§ Task instructions
Search the records below for the word "Hickory", then return every line where it appears.

____

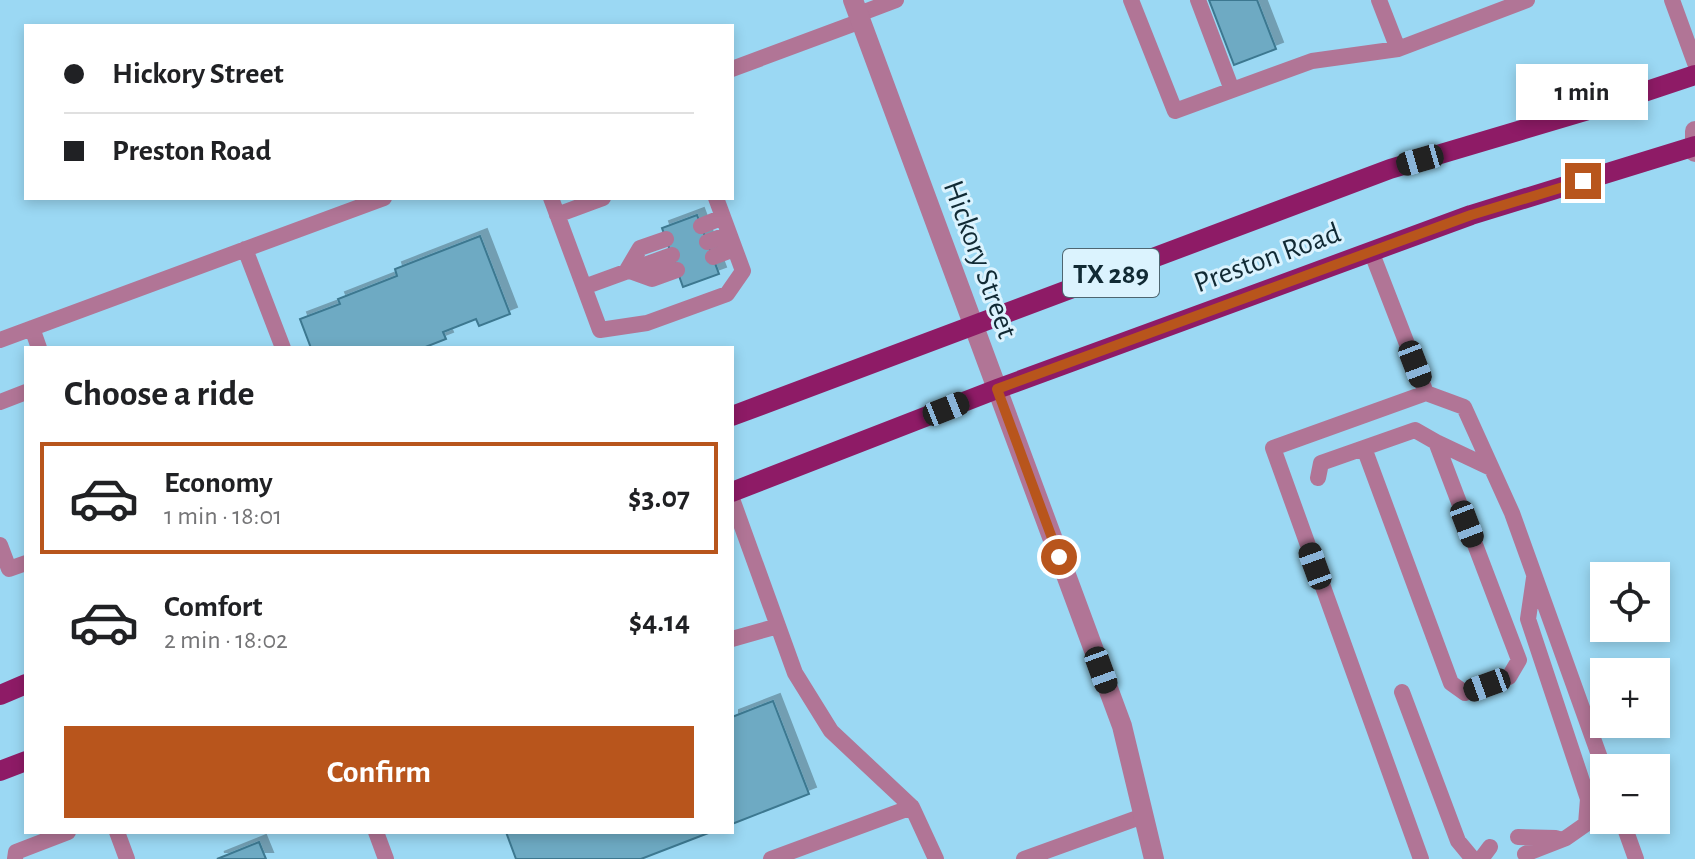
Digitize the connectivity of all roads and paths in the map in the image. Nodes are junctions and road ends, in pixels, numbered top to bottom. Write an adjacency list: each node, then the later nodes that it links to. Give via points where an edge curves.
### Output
1 (896, 0): 7 (lane)
2 (1131, 0): 12 (lane, via 1175,111)
3 (1198, 0): 12 (lane)
4 (1379, 0): 8 (lane)
5 (1527, 0): 8 (lane)
6 (1672, 0): 9 (lane)
7 (858, 12): 10 (lane); 28 (street, Hickory Street)
8 (1398, 49): 12 (lane, via 1312,61)
9 (1695, 63)
10 (734, 68)
11 (1695, 75): 28 (main road, Preston Road / TX 289, via 1390,169)
12 (1232, 90)
13 (1695, 131): 14 (street)
14 (1695, 148): 25 (main road, Preston Road / TX 289, via 1471,215)
15 (379, 200): 23 (lane)
16 (552, 200): 19 (lane)
17 (598, 200): 19 (lane)
18 (717, 200): 20 (lane)
19 (557, 215): 27 (lane)
20 (723, 217): 21 (lane); 22 (lane)
21 (701, 226)
22 (732, 242): 24 (lane); 27 (lane, via 743,271 727,294 647,323 600,330)
23 (245, 249): 29 (lane); 32 (lane)
24 (710, 250)
25 (1371, 251): 33 (main road, Preston Road / TX 289); 35 (lane)
26 (671, 255): 27 (lane)
27 (584, 287)
28 (974, 325): 33 (street, Hickory Street); 37 (main road, Preston Road / TX 289)
29 (32, 328): 30 (lane); 31 (lane)
30 (0, 340)
31 (38, 346)
32 (282, 346)
33 (997, 389): 42 (main road, Preston Road / TX 289); 57 (street, Hickory Street, via 1122,726)
34 (24, 393): 36 (lane)
35 (1426, 393): 40 (lane, via 1464,407); 72 (lane, via 1273,448)
36 (0, 402)
37 (734, 415)
38 (1436, 442): 39 (lane, via 1415,430); 39 (lane, via 1519,660 1509,677 1465,693 1451,683); 40 (lane)
39 (1364, 448): 41 (lane, via 1321,463)
40 (1491, 468): 47 (lane)
41 (1318, 478)
42 (734, 491)
43 (734, 505): 48 (lane)
44 (0, 545): 46 (lane)
45 (24, 564): 46 (lane)
46 (4, 571)
47 (1534, 576): 53 (lane); 63 (lane, via 1528,619 1588,799 1586,824)
48 (778, 626): 49 (lane); 56 (lane, via 795,673 831,731)
49 (734, 638)
50 (24, 685): 52 (main road)
51 (1402, 692): 73 (lane, via 1458,841)
52 (0, 695)
53 (1599, 754)
54 (24, 762): 55 (main road)
55 (0, 771)
56 (912, 807): 68 (lane); 69 (lane)
57 (1143, 816): 70 (lane); 71 (street, Hickory Street)
58 (63, 834): 65 (lane, via 16,852)
59 (118, 834): 66 (lane)
60 (377, 834): 67 (lane)
61 (1627, 834): 75 (lane)
62 (1518, 837): 63 (lane)
63 (1566, 838): 64 (lane); 74 (lane)
64 (1525, 854)
65 (15, 859)
66 (127, 859)
67 (386, 859)
68 (771, 859)
69 (936, 859)
70 (1024, 859)
71 (1154, 859)
72 (1421, 859)
73 (1473, 859)
74 (1542, 859)
75 (1636, 859)

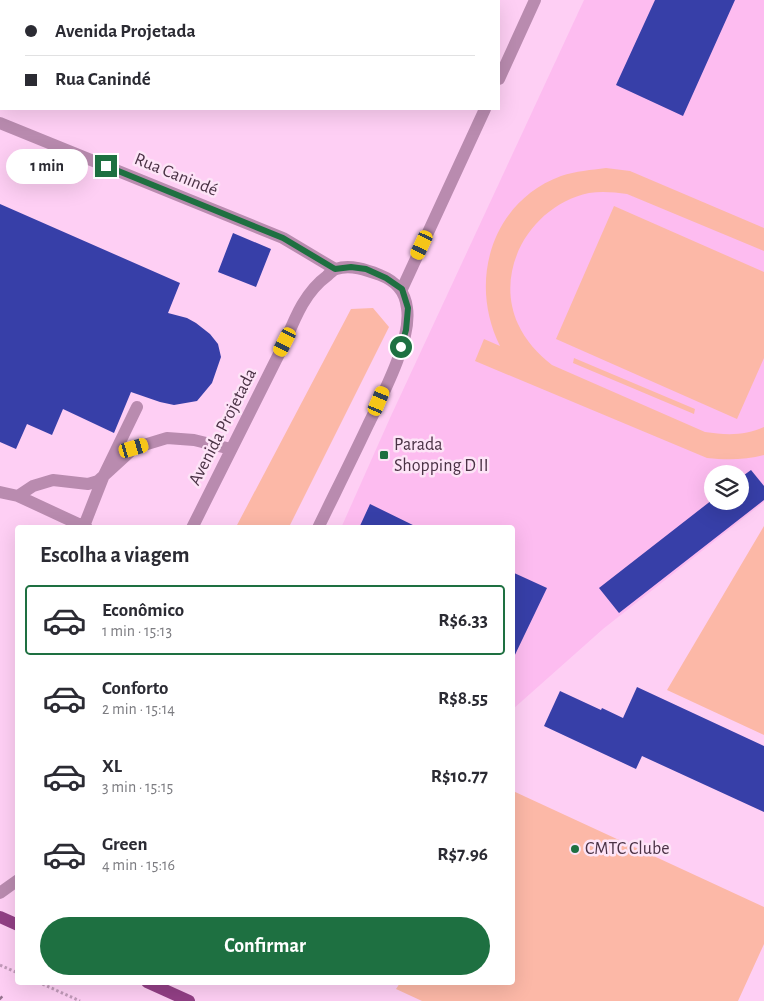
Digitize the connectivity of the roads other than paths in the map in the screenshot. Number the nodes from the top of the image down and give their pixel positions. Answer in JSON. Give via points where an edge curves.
{"nodes":[{"id":1,"x":535,"y":0,"type":"edge"},
{"id":2,"x":500,"y":77,"type":"edge"},
{"id":3,"x":485,"y":110,"type":"edge"},
{"id":4,"x":0,"y":123,"type":"edge"},
{"id":5,"x":335,"y":269,"type":"junction"},
{"id":6,"x":402,"y":289,"type":"junction"},
{"id":7,"x":137,"y":407,"type":"dead end"},
{"id":8,"x":231,"y":449,"type":"junction"},
{"id":9,"x":104,"y":475,"type":"junction"},
{"id":10,"x":0,"y":492,"type":"edge"},
{"id":11,"x":18,"y":496,"type":"junction"},
{"id":12,"x":81,"y":525,"type":"edge"},
{"id":13,"x":86,"y":525,"type":"edge"},
{"id":14,"x":193,"y":525,"type":"edge"},
{"id":15,"x":319,"y":525,"type":"edge"},
{"id":16,"x":15,"y":882,"type":"edge"},
{"id":17,"x":0,"y":893,"type":"edge"},
{"id":18,"x":0,"y":917,"type":"edge"},
{"id":19,"x":15,"y":924,"type":"edge"},
{"id":20,"x":155,"y":985,"type":"edge"},
{"id":21,"x":189,"y":1001,"type":"edge"}],
"edges":[{"from":1,"to":2,"type":"street"},
{"from":3,"to":6,"type":"street"},
{"from":4,"to":5,"type":"street","name":"Rua Canindé","via":[[283,238]]},
{"from":5,"to":6,"type":"street","via":[[366,269]]},
{"from":5,"to":8,"type":"street","name":"Avenida Projetada","via":[[317,283],[298,312]]},
{"from":6,"to":15,"type":"street","via":[[408,308],[406,330],[395,364]]},
{"from":7,"to":9,"type":"street"},
{"from":8,"to":9,"type":"street","via":[[194,440],[166,438],[134,448]]},
{"from":8,"to":14,"type":"street","name":"Avenida Projetada"},
{"from":9,"to":11,"type":"street","via":[[88,484],[53,480],[33,486]]},
{"from":9,"to":13,"type":"street"},
{"from":10,"to":11,"type":"street"},
{"from":11,"to":12,"type":"street"},
{"from":16,"to":17,"type":"street"},
{"from":18,"to":19,"type":"main road"},
{"from":20,"to":21,"type":"main road"}]}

____

§ Output below
7 (858, 12): 10 (lane); 28 (street, Hickory Street)
28 (974, 325): 33 (street, Hickory Street); 37 (main road, Preston Road / TX 289)
33 (997, 389): 42 (main road, Preston Road / TX 289); 57 (street, Hickory Street, via 1122,726)
57 (1143, 816): 70 (lane); 71 (street, Hickory Street)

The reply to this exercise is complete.